Items from a dataset:
◆ ◆ ◆ ◆ ◆ ◆ ◆

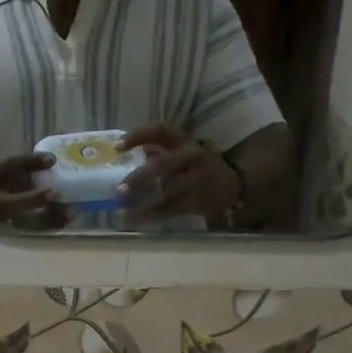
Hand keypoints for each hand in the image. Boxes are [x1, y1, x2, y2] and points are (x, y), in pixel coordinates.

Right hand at [0, 154, 67, 229]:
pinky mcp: (23, 230)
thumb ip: (28, 162)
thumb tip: (52, 158)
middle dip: (51, 216)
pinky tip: (68, 219)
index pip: (17, 202)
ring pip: (37, 228)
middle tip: (72, 209)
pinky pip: (40, 230)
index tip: (52, 191)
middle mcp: (7, 219)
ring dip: (56, 222)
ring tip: (74, 214)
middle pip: (30, 221)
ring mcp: (15, 227)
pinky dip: (54, 225)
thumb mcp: (7, 167)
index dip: (34, 198)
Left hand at [120, 125, 240, 220]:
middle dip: (139, 177)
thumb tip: (124, 150)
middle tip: (119, 189)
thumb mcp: (183, 152)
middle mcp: (192, 157)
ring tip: (121, 211)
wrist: (234, 184)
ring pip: (166, 192)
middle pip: (163, 164)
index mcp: (185, 141)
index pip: (161, 131)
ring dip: (142, 203)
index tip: (117, 146)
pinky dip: (152, 216)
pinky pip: (172, 209)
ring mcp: (197, 179)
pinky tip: (136, 221)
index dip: (139, 135)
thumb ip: (158, 150)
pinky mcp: (198, 200)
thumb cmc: (200, 166)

◆ ◆ ◆ ◆ ◆ ◆ ◆

— Activity —
Provide the number of lines in the records above containing the string "index", and write nothing more.

— Task output —
7